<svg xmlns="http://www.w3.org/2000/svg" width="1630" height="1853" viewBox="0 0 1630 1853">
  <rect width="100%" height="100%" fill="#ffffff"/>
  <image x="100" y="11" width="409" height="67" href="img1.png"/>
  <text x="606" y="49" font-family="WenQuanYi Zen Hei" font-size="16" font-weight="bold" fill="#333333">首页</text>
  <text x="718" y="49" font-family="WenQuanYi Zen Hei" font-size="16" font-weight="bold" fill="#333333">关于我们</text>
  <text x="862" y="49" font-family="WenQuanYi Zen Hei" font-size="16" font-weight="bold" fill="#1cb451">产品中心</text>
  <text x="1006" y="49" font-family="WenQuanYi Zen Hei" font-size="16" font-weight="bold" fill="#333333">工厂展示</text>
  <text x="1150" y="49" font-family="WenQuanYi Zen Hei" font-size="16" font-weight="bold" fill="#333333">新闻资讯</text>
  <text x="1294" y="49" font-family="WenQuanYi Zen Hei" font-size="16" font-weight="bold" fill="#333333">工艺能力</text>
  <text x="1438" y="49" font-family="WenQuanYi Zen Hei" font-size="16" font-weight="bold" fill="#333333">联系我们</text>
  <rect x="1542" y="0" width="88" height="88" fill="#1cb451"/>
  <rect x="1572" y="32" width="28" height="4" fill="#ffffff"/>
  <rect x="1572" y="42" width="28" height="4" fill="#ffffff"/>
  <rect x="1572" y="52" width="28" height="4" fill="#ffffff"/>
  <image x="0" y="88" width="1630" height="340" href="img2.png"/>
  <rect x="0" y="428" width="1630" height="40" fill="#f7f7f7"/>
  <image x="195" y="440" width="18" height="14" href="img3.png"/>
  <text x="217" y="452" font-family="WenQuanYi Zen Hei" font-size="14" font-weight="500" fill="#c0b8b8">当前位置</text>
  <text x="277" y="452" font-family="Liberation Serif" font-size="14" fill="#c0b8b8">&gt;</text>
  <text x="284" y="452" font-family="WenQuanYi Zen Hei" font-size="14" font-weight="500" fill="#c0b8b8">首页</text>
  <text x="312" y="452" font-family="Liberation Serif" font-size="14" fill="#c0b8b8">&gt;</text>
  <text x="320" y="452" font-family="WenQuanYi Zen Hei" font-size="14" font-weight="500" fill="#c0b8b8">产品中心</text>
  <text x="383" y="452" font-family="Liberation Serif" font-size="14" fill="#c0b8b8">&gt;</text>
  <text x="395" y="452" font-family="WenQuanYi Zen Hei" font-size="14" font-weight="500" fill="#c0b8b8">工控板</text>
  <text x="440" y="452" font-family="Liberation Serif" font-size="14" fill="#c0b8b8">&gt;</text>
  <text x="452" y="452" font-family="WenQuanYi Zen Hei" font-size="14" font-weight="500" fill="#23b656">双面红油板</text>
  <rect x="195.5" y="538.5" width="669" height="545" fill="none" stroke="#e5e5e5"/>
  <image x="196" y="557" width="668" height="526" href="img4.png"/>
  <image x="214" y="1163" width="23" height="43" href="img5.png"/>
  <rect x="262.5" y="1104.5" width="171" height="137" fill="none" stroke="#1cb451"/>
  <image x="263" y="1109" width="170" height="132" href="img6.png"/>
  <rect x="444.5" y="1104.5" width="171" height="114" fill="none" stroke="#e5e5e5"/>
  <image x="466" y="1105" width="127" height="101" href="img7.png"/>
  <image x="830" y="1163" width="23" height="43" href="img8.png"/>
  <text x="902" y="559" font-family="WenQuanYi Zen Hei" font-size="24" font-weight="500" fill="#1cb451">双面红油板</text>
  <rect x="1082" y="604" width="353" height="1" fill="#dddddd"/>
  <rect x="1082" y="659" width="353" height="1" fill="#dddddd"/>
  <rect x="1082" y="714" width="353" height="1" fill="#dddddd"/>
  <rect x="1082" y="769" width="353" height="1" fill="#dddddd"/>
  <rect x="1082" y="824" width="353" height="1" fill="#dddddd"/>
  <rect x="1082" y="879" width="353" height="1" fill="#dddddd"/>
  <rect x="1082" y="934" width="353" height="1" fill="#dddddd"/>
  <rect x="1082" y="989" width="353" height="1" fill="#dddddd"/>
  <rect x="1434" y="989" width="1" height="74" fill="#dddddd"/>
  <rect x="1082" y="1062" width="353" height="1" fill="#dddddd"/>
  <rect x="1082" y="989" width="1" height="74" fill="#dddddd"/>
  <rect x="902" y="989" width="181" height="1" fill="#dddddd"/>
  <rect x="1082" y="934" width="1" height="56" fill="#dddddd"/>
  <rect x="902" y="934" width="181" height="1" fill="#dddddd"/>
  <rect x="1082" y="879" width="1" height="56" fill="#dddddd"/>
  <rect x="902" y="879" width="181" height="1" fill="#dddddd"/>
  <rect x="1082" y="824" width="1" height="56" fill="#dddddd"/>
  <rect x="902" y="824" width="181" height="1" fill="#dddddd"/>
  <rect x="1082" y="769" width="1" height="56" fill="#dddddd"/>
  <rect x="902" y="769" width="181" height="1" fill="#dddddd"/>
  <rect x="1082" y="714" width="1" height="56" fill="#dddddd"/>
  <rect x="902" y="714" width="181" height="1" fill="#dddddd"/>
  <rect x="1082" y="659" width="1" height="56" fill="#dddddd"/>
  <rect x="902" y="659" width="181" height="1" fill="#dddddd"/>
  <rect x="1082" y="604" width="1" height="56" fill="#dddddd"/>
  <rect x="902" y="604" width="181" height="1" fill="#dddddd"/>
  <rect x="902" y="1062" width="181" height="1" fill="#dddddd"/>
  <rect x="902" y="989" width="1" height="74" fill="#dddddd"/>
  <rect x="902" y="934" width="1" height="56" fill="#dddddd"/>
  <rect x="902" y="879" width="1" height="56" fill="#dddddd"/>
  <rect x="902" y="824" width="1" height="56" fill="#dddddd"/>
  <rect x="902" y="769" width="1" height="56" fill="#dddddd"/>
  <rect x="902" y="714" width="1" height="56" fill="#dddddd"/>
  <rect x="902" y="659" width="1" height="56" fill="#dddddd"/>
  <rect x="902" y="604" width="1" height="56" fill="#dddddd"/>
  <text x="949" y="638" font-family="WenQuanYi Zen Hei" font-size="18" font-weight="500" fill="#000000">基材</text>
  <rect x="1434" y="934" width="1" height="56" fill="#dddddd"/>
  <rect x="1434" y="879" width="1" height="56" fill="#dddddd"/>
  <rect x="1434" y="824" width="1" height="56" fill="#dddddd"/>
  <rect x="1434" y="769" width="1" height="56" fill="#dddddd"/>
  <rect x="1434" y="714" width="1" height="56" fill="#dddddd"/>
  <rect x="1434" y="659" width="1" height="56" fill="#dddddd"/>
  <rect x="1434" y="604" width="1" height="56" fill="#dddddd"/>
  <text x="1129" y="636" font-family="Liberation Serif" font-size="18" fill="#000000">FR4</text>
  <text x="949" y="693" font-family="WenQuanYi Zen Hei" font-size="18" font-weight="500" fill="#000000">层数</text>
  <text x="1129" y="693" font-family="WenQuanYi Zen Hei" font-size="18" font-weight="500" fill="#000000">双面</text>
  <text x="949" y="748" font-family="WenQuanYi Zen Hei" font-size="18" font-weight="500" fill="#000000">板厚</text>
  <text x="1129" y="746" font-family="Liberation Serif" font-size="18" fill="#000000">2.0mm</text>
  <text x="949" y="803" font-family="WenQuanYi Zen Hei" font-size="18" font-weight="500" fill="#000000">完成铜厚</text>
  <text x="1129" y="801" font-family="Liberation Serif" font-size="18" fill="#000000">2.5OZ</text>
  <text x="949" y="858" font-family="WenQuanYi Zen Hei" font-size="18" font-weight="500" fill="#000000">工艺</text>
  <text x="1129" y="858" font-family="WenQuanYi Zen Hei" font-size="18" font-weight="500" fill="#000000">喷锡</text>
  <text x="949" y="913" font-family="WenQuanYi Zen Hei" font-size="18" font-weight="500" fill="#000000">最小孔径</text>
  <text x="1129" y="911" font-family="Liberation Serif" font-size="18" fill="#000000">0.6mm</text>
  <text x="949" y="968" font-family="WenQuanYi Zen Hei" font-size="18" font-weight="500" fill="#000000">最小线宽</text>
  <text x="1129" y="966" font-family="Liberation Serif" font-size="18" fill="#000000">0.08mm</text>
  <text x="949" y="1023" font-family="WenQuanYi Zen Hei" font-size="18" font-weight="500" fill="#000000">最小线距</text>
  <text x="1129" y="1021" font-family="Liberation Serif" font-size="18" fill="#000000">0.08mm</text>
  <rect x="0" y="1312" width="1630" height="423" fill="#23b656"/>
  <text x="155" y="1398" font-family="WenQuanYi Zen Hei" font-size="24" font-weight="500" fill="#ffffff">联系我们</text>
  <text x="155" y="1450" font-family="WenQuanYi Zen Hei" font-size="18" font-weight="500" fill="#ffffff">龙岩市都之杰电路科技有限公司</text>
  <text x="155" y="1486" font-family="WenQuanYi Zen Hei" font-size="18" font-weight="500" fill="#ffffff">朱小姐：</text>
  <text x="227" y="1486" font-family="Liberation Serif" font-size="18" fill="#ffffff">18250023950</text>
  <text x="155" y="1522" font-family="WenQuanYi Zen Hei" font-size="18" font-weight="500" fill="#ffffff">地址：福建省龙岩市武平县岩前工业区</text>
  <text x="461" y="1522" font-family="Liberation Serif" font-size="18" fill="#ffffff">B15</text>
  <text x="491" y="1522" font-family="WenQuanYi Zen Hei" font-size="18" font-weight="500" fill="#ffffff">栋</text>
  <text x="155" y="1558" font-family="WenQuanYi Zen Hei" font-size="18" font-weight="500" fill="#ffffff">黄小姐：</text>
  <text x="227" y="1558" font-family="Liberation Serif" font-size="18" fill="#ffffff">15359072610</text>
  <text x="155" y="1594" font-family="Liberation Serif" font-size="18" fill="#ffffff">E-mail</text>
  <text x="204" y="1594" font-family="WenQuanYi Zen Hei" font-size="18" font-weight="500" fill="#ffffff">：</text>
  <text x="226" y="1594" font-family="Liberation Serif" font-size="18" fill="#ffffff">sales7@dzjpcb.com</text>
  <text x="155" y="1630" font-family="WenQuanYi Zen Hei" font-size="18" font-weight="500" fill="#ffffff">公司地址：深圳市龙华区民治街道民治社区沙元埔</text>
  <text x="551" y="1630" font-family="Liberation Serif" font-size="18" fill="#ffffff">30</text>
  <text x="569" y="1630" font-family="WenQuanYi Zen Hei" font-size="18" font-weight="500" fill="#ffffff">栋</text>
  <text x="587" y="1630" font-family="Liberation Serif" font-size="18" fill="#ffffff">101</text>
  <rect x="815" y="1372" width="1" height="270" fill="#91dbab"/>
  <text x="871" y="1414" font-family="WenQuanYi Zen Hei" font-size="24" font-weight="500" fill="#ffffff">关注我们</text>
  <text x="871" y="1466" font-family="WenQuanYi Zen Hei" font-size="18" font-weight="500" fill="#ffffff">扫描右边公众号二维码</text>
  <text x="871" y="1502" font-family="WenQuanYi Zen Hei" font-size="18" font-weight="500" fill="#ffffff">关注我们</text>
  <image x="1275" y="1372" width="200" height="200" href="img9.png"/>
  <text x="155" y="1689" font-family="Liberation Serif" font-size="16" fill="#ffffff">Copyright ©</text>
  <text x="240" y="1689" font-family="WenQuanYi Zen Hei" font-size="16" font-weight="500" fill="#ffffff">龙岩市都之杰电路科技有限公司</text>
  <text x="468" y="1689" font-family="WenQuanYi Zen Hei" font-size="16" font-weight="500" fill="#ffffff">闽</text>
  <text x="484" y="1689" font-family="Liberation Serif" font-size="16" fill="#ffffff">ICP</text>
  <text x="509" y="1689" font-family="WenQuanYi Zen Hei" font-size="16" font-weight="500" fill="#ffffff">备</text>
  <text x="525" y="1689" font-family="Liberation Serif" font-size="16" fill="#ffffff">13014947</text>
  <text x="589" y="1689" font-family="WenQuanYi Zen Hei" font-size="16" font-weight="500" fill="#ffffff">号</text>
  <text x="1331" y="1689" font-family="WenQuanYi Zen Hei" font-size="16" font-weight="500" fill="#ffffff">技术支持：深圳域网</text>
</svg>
===============
§ **Exercise goal**: Your answer should consist of all lines in the listing above that contain "href".

§ **Output below**:
  <image x="100" y="11" width="409" height="67" href="img1.png"/>
  <image x="0" y="88" width="1630" height="340" href="img2.png"/>
  <image x="195" y="440" width="18" height="14" href="img3.png"/>
  <image x="196" y="557" width="668" height="526" href="img4.png"/>
  <image x="214" y="1163" width="23" height="43" href="img5.png"/>
  <image x="263" y="1109" width="170" height="132" href="img6.png"/>
  <image x="466" y="1105" width="127" height="101" href="img7.png"/>
  <image x="830" y="1163" width="23" height="43" href="img8.png"/>
  <image x="1275" y="1372" width="200" height="200" href="img9.png"/>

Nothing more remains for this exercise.